Anyway - really happy to add such a feature to WallETH and iterate on the idea this way.

Cool let me push the smart contract side of things. Hopefully we can use keycard for the hardware and then we are ready to do some experiments :smiley:

1 Like

Thanks for the follow up!
Would love to find alternatives to using interest to compensate for the price of the cards as I feel quite negative about interest (especially after the deVcon talk by brewster kahle) as it is moving money from the poor to the rich.
Perhaps advertisements on these cards might be a solution? Yea not a big fan of ads also - but I think they are less bad than interest. Or service providers were if you turn in the card you get back the value of the card (+the value on the card) - sure these providers need to take a fee and can also not give back the full value of the card as it is getting less over time and they need to cover from this - but perhaps we can get the amount down this way?
Anyway - this should not block the experiment and let’s not overengineer it with such complications in the beginning.
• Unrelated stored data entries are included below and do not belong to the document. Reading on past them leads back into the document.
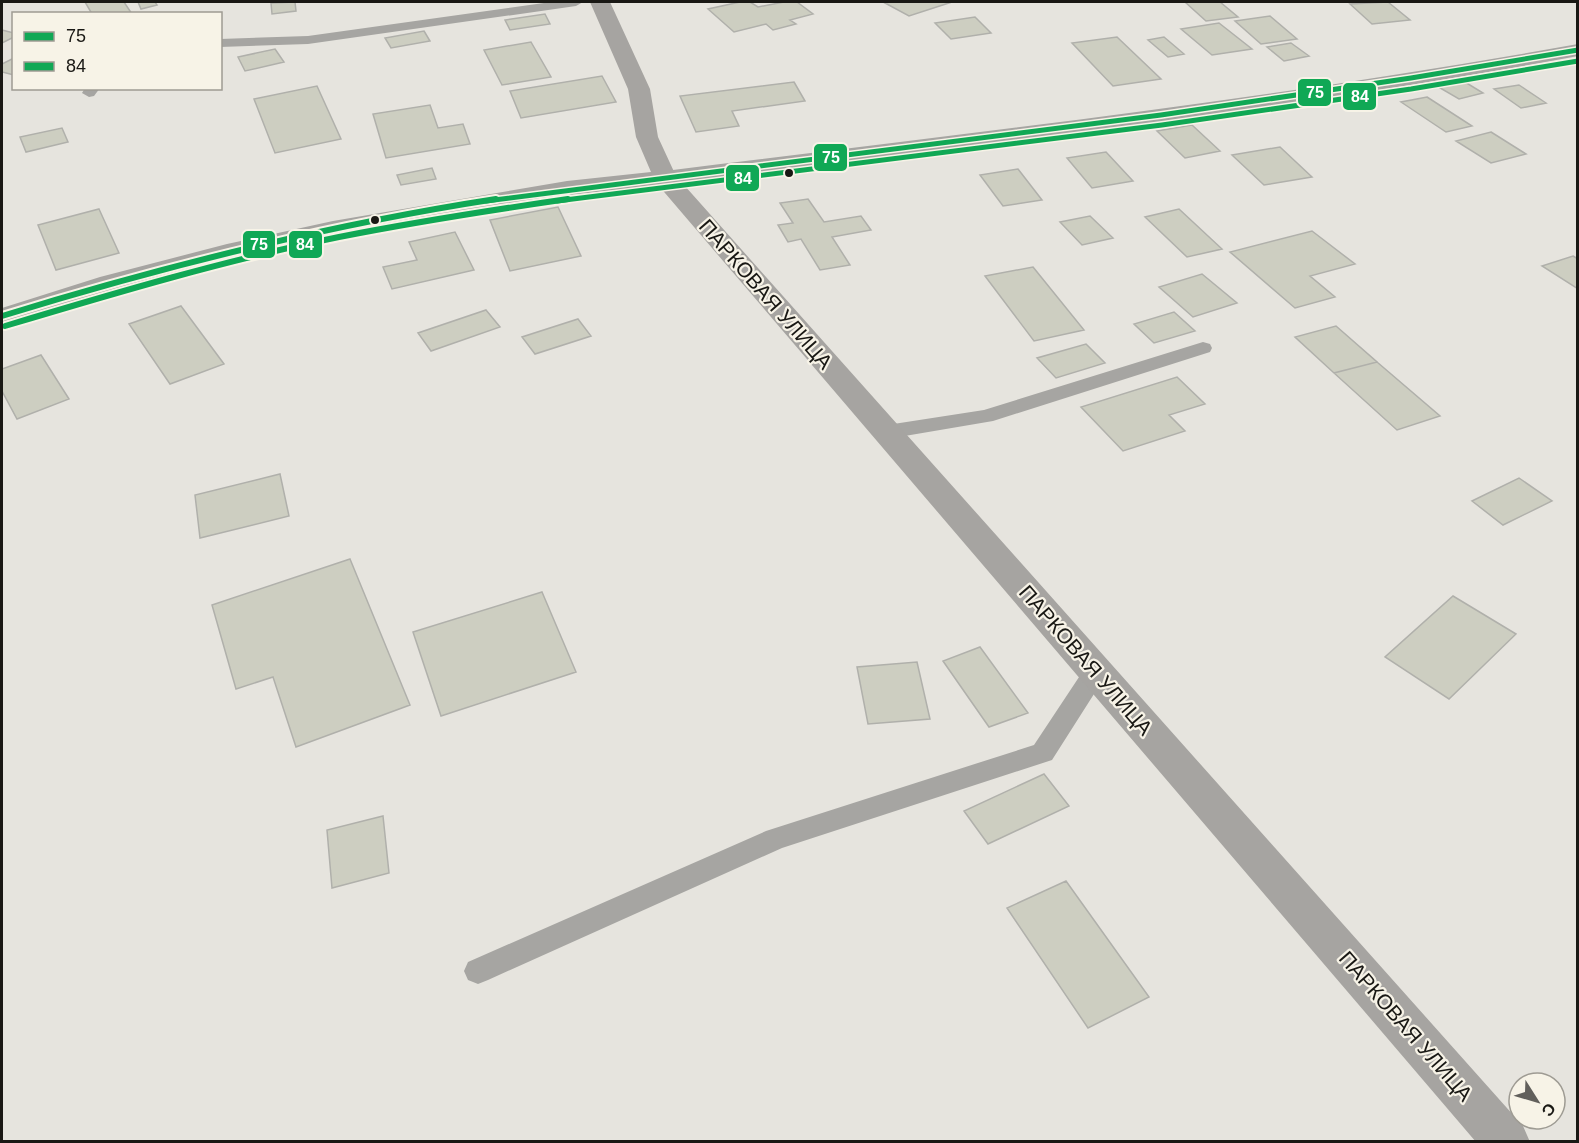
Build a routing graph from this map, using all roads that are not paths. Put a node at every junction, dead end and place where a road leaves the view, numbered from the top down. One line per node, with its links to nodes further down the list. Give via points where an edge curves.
1 (576, 2): 3 (lane, via 308,40)
2 (605, 2): 5 (main road, ПАРКОВАЯ УЛИЦА, via 639,89 647,137)
3 (222, 43)
4 (1578, 50): 5 (street, via 1426,78 1166,115)
5 (665, 178): 6 (main road, via 567,188 333,228 236,249); 8 (main road, ПАРКОВАЯ УЛИЦА)
6 (2, 316)
7 (1203, 348): 8 (lane, via 986,417)
8 (887, 432): 9 (main road, ПАРКОВАЯ УЛИЦА)
9 (1096, 672): 10 (lane, via 1043,753 775,839); 11 (main road, ПАРКОВАЯ УЛИЦА)
10 (478, 971)
11 (1507, 1142)

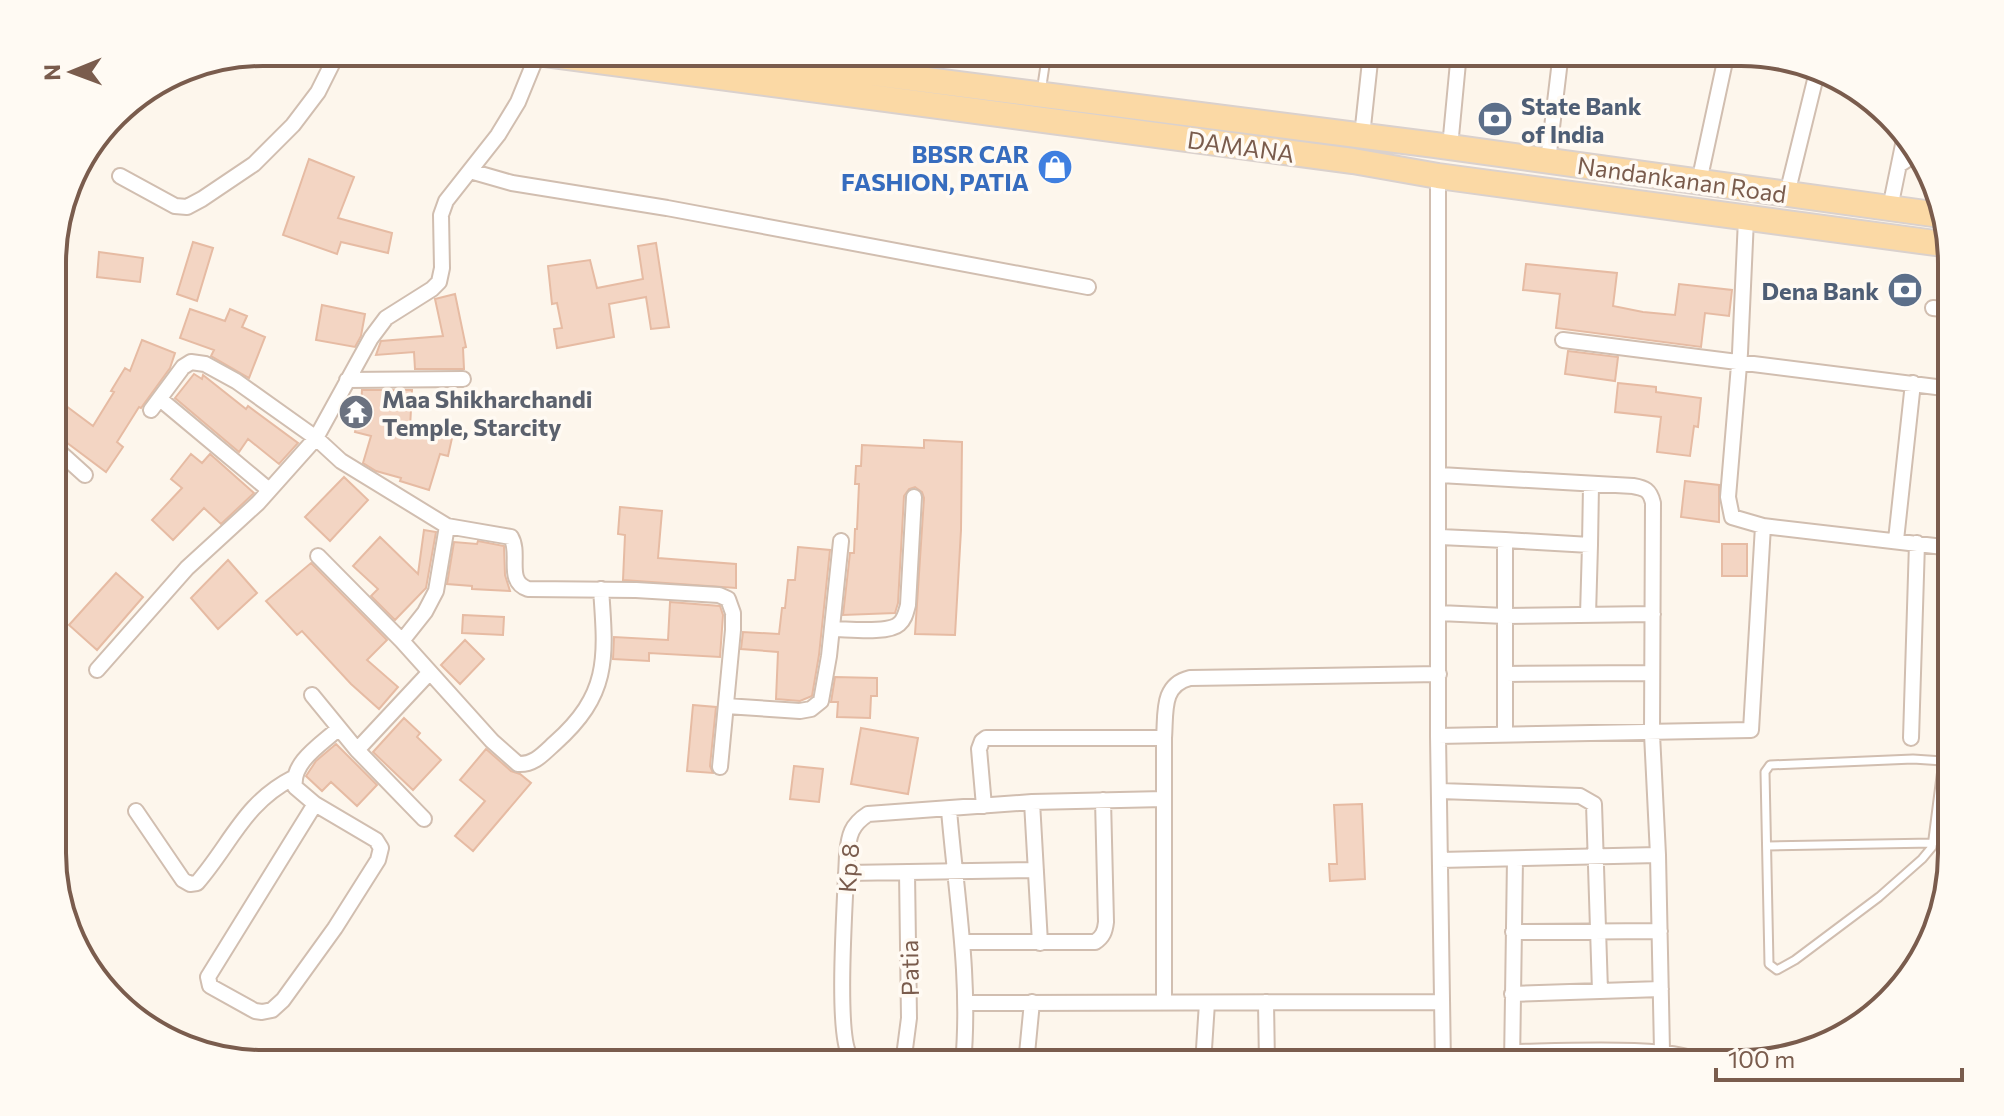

That said perhaps ad’s on the card can also be a nice way to bootstrap the whole thing (someone needs to produce these - ideally in big amounts so the cards get cheaper)
Also wondering if such a machine:
https://www.alibaba.com/product-detail/Tenet-TTL-RS232-Card-dispensing-unit_60511544736.html?spm=a2700.7724857.normalList.30.414d72cbNIGFLc
could be a nice way to distribute them. This could be combined with a coin-counter an other payment method and these machines would hand out the “Notes” then.

Oh i was not suggesting that the hardware note owners would pay interest to the card provider. I was thinking that the hardware note could contain some interest returning coin like cdai. So that would offset the reduction in value of their card. So the hardware note owners would get paid interest for holding a certain currency.